Reproduce the data exactly; no word may be added or dropped.

[Raw data — start]

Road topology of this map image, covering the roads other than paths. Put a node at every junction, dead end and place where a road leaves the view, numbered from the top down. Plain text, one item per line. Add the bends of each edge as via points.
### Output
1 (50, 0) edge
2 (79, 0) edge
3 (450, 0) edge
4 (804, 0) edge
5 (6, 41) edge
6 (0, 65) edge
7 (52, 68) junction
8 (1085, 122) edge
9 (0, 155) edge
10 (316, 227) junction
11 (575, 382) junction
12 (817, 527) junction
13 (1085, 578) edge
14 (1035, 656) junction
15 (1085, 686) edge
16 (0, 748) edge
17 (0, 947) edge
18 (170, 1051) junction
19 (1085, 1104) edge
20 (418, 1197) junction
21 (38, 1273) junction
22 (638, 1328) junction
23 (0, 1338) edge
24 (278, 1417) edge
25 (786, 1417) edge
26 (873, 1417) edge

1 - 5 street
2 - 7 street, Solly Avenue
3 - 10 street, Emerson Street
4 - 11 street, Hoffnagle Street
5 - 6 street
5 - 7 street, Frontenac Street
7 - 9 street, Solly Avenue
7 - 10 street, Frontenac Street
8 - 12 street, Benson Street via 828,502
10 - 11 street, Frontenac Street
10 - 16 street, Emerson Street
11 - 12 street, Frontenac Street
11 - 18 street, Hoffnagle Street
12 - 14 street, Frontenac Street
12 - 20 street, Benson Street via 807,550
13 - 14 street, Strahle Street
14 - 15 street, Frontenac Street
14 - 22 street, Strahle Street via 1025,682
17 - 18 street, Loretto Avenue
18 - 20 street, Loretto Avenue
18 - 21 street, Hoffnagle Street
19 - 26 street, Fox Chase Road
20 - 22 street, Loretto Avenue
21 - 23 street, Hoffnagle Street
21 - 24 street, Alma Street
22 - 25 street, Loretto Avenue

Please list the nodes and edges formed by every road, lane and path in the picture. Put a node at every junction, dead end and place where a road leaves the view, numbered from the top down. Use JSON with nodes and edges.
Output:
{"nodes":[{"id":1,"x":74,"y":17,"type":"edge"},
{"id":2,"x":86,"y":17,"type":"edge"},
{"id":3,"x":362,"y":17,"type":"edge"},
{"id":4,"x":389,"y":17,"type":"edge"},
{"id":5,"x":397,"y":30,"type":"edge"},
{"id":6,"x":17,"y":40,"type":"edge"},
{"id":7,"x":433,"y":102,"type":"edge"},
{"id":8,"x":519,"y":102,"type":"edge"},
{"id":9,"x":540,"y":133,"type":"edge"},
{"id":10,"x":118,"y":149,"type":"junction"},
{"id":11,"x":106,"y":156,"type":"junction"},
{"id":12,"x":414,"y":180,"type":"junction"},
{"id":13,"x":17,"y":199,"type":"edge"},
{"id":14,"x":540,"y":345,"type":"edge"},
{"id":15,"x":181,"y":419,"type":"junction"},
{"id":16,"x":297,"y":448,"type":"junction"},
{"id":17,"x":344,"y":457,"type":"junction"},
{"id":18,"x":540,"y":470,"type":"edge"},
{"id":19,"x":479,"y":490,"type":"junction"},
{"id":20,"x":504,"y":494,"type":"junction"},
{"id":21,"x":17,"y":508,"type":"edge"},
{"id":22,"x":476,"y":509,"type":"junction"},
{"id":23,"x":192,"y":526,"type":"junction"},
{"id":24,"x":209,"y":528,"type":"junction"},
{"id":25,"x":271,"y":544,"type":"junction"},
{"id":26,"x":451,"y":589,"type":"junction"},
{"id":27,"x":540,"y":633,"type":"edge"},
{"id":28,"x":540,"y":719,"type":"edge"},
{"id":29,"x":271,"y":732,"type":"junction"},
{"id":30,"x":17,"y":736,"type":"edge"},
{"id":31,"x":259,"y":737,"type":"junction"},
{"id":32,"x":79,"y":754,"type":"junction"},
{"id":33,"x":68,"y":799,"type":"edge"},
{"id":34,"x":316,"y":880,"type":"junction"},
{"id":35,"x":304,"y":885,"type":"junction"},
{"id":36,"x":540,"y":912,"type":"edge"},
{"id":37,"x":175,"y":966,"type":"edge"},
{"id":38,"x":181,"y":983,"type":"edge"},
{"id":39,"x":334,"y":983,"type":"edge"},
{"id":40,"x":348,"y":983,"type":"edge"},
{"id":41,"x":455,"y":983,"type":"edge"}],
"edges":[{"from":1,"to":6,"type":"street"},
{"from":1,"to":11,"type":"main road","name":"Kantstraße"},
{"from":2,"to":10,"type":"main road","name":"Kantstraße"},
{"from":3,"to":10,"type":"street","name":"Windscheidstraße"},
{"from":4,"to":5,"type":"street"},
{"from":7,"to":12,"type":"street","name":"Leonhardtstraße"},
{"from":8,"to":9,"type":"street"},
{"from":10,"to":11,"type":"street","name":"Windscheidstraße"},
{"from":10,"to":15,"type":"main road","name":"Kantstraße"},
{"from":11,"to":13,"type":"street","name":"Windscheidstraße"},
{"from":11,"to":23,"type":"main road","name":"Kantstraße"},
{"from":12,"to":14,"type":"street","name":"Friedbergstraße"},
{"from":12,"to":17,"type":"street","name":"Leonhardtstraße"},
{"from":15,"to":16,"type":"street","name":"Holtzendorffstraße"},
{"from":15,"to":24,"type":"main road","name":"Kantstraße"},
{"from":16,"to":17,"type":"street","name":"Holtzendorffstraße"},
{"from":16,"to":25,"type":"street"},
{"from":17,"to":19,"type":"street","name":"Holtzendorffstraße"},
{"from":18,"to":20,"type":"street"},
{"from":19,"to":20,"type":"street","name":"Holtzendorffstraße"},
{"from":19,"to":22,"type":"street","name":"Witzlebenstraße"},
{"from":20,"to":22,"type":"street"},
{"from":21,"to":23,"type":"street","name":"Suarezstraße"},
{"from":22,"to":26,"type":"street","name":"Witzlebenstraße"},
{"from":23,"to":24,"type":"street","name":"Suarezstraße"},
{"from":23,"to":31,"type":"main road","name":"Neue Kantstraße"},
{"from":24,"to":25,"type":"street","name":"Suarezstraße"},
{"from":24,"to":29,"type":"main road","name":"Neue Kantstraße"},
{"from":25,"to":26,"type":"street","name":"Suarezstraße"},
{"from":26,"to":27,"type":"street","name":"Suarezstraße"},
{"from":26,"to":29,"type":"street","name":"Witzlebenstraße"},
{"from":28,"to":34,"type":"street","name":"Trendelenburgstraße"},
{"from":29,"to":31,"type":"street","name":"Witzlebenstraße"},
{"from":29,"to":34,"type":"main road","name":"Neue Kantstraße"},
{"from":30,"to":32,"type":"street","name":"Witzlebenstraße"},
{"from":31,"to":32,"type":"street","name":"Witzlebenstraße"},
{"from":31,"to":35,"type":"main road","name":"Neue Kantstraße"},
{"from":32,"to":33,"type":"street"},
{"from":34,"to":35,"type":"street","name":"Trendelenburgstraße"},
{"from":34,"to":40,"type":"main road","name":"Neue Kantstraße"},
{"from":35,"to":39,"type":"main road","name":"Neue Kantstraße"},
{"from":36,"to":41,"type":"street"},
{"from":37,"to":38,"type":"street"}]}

[Raw data — finish]

→ **Your response**
Road topology of this map image, covering the roads other than paths. Put a node at every junction, dead end and place where a road leaves the view, numbered from the top down. Plain text, one item per line. Add the bends of each edge as via points.
### Output
1 (50, 0) edge
2 (79, 0) edge
3 (450, 0) edge
4 (804, 0) edge
5 (6, 41) edge
6 (0, 65) edge
7 (52, 68) junction
8 (1085, 122) edge
9 (0, 155) edge
10 (316, 227) junction
11 (575, 382) junction
12 (817, 527) junction
13 (1085, 578) edge
14 (1035, 656) junction
15 (1085, 686) edge
16 (0, 748) edge
17 (0, 947) edge
18 (170, 1051) junction
19 (1085, 1104) edge
20 (418, 1197) junction
21 (38, 1273) junction
22 (638, 1328) junction
23 (0, 1338) edge
24 (278, 1417) edge
25 (786, 1417) edge
26 (873, 1417) edge

1 - 5 street
2 - 7 street, Solly Avenue
3 - 10 street, Emerson Street
4 - 11 street, Hoffnagle Street
5 - 6 street
5 - 7 street, Frontenac Street
7 - 9 street, Solly Avenue
7 - 10 street, Frontenac Street
8 - 12 street, Benson Street via 828,502
10 - 11 street, Frontenac Street
10 - 16 street, Emerson Street
11 - 12 street, Frontenac Street
11 - 18 street, Hoffnagle Street
12 - 14 street, Frontenac Street
12 - 20 street, Benson Street via 807,550
13 - 14 street, Strahle Street
14 - 15 street, Frontenac Street
14 - 22 street, Strahle Street via 1025,682
17 - 18 street, Loretto Avenue
18 - 20 street, Loretto Avenue
18 - 21 street, Hoffnagle Street
19 - 26 street, Fox Chase Road
20 - 22 street, Loretto Avenue
21 - 23 street, Hoffnagle Street
21 - 24 street, Alma Street
22 - 25 street, Loretto Avenue

Please list the nodes and edges formed by every road, lane and path in the picture. Put a node at every junction, dead end and place where a road leaves the view, numbered from the top down. Use JSON with nodes and edges.
Output:
{"nodes":[{"id":1,"x":74,"y":17,"type":"edge"},
{"id":2,"x":86,"y":17,"type":"edge"},
{"id":3,"x":362,"y":17,"type":"edge"},
{"id":4,"x":389,"y":17,"type":"edge"},
{"id":5,"x":397,"y":30,"type":"edge"},
{"id":6,"x":17,"y":40,"type":"edge"},
{"id":7,"x":433,"y":102,"type":"edge"},
{"id":8,"x":519,"y":102,"type":"edge"},
{"id":9,"x":540,"y":133,"type":"edge"},
{"id":10,"x":118,"y":149,"type":"junction"},
{"id":11,"x":106,"y":156,"type":"junction"},
{"id":12,"x":414,"y":180,"type":"junction"},
{"id":13,"x":17,"y":199,"type":"edge"},
{"id":14,"x":540,"y":345,"type":"edge"},
{"id":15,"x":181,"y":419,"type":"junction"},
{"id":16,"x":297,"y":448,"type":"junction"},
{"id":17,"x":344,"y":457,"type":"junction"},
{"id":18,"x":540,"y":470,"type":"edge"},
{"id":19,"x":479,"y":490,"type":"junction"},
{"id":20,"x":504,"y":494,"type":"junction"},
{"id":21,"x":17,"y":508,"type":"edge"},
{"id":22,"x":476,"y":509,"type":"junction"},
{"id":23,"x":192,"y":526,"type":"junction"},
{"id":24,"x":209,"y":528,"type":"junction"},
{"id":25,"x":271,"y":544,"type":"junction"},
{"id":26,"x":451,"y":589,"type":"junction"},
{"id":27,"x":540,"y":633,"type":"edge"},
{"id":28,"x":540,"y":719,"type":"edge"},
{"id":29,"x":271,"y":732,"type":"junction"},
{"id":30,"x":17,"y":736,"type":"edge"},
{"id":31,"x":259,"y":737,"type":"junction"},
{"id":32,"x":79,"y":754,"type":"junction"},
{"id":33,"x":68,"y":799,"type":"edge"},
{"id":34,"x":316,"y":880,"type":"junction"},
{"id":35,"x":304,"y":885,"type":"junction"},
{"id":36,"x":540,"y":912,"type":"edge"},
{"id":37,"x":175,"y":966,"type":"edge"},
{"id":38,"x":181,"y":983,"type":"edge"},
{"id":39,"x":334,"y":983,"type":"edge"},
{"id":40,"x":348,"y":983,"type":"edge"},
{"id":41,"x":455,"y":983,"type":"edge"}],
"edges":[{"from":1,"to":6,"type":"street"},
{"from":1,"to":11,"type":"main road","name":"Kantstraße"},
{"from":2,"to":10,"type":"main road","name":"Kantstraße"},
{"from":3,"to":10,"type":"street","name":"Windscheidstraße"},
{"from":4,"to":5,"type":"street"},
{"from":7,"to":12,"type":"street","name":"Leonhardtstraße"},
{"from":8,"to":9,"type":"street"},
{"from":10,"to":11,"type":"street","name":"Windscheidstraße"},
{"from":10,"to":15,"type":"main road","name":"Kantstraße"},
{"from":11,"to":13,"type":"street","name":"Windscheidstraße"},
{"from":11,"to":23,"type":"main road","name":"Kantstraße"},
{"from":12,"to":14,"type":"street","name":"Friedbergstraße"},
{"from":12,"to":17,"type":"street","name":"Leonhardtstraße"},
{"from":15,"to":16,"type":"street","name":"Holtzendorffstraße"},
{"from":15,"to":24,"type":"main road","name":"Kantstraße"},
{"from":16,"to":17,"type":"street","name":"Holtzendorffstraße"},
{"from":16,"to":25,"type":"street"},
{"from":17,"to":19,"type":"street","name":"Holtzendorffstraße"},
{"from":18,"to":20,"type":"street"},
{"from":19,"to":20,"type":"street","name":"Holtzendorffstraße"},
{"from":19,"to":22,"type":"street","name":"Witzlebenstraße"},
{"from":20,"to":22,"type":"street"},
{"from":21,"to":23,"type":"street","name":"Suarezstraße"},
{"from":22,"to":26,"type":"street","name":"Witzlebenstraße"},
{"from":23,"to":24,"type":"street","name":"Suarezstraße"},
{"from":23,"to":31,"type":"main road","name":"Neue Kantstraße"},
{"from":24,"to":25,"type":"street","name":"Suarezstraße"},
{"from":24,"to":29,"type":"main road","name":"Neue Kantstraße"},
{"from":25,"to":26,"type":"street","name":"Suarezstraße"},
{"from":26,"to":27,"type":"street","name":"Suarezstraße"},
{"from":26,"to":29,"type":"street","name":"Witzlebenstraße"},
{"from":28,"to":34,"type":"street","name":"Trendelenburgstraße"},
{"from":29,"to":31,"type":"street","name":"Witzlebenstraße"},
{"from":29,"to":34,"type":"main road","name":"Neue Kantstraße"},
{"from":30,"to":32,"type":"street","name":"Witzlebenstraße"},
{"from":31,"to":32,"type":"street","name":"Witzlebenstraße"},
{"from":31,"to":35,"type":"main road","name":"Neue Kantstraße"},
{"from":32,"to":33,"type":"street"},
{"from":34,"to":35,"type":"street","name":"Trendelenburgstraße"},
{"from":34,"to":40,"type":"main road","name":"Neue Kantstraße"},
{"from":35,"to":39,"type":"main road","name":"Neue Kantstraße"},
{"from":36,"to":41,"type":"street"},
{"from":37,"to":38,"type":"street"}]}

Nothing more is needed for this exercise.